• Exercise instructions: Work out how many lines of the material contain the string "rect". Respond with the number only.

-=-=-=-=-

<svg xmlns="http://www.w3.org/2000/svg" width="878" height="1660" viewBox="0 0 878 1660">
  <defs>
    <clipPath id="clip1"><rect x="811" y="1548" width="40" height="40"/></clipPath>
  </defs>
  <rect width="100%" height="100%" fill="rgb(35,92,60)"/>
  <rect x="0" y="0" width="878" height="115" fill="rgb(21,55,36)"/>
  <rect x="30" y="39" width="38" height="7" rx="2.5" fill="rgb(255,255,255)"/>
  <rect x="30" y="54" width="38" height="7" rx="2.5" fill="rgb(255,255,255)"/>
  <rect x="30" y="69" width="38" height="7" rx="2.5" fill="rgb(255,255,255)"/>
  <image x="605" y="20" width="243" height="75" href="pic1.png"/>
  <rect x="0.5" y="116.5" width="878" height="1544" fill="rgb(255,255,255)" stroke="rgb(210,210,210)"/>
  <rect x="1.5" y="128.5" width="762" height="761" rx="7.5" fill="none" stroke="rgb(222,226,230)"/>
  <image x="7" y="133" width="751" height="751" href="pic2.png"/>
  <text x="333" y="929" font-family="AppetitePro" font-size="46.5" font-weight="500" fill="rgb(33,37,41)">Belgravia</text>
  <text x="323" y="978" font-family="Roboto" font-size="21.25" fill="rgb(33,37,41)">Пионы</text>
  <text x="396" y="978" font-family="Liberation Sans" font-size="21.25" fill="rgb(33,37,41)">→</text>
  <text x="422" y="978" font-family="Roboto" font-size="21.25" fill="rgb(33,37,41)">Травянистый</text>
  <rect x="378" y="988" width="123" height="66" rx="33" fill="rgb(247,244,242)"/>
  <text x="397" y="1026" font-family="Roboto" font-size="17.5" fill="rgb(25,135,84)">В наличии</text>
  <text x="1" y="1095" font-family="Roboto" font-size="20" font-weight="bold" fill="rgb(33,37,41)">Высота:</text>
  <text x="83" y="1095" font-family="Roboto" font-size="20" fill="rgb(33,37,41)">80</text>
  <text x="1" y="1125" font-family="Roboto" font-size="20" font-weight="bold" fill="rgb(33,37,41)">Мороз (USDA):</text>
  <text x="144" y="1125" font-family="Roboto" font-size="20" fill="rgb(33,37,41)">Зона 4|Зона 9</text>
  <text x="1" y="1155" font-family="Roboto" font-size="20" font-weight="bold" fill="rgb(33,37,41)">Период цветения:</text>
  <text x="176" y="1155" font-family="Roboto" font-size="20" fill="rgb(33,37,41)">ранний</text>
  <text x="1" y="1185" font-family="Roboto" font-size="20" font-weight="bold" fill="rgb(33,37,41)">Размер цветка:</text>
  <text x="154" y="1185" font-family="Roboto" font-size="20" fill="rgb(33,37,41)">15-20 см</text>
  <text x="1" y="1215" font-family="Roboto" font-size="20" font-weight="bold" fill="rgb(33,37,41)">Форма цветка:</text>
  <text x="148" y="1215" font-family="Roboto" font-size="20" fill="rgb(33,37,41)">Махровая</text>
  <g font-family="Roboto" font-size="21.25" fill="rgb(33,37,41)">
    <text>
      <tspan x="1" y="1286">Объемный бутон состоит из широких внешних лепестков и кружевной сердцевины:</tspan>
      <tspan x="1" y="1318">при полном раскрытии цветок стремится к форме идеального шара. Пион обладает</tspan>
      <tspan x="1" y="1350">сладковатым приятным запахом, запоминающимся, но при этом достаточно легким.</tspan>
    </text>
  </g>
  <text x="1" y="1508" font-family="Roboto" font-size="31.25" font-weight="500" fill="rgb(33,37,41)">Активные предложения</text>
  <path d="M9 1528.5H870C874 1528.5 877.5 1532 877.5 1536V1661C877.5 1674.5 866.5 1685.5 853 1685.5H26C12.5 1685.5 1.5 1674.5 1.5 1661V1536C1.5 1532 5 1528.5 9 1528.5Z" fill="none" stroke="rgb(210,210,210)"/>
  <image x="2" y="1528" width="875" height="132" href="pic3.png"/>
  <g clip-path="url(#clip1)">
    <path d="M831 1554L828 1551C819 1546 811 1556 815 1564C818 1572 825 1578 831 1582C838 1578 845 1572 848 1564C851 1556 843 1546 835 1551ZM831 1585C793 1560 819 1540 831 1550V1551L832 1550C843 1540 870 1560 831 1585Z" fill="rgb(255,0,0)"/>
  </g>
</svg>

-=-=-=-=-

• Answer for this exercise: 9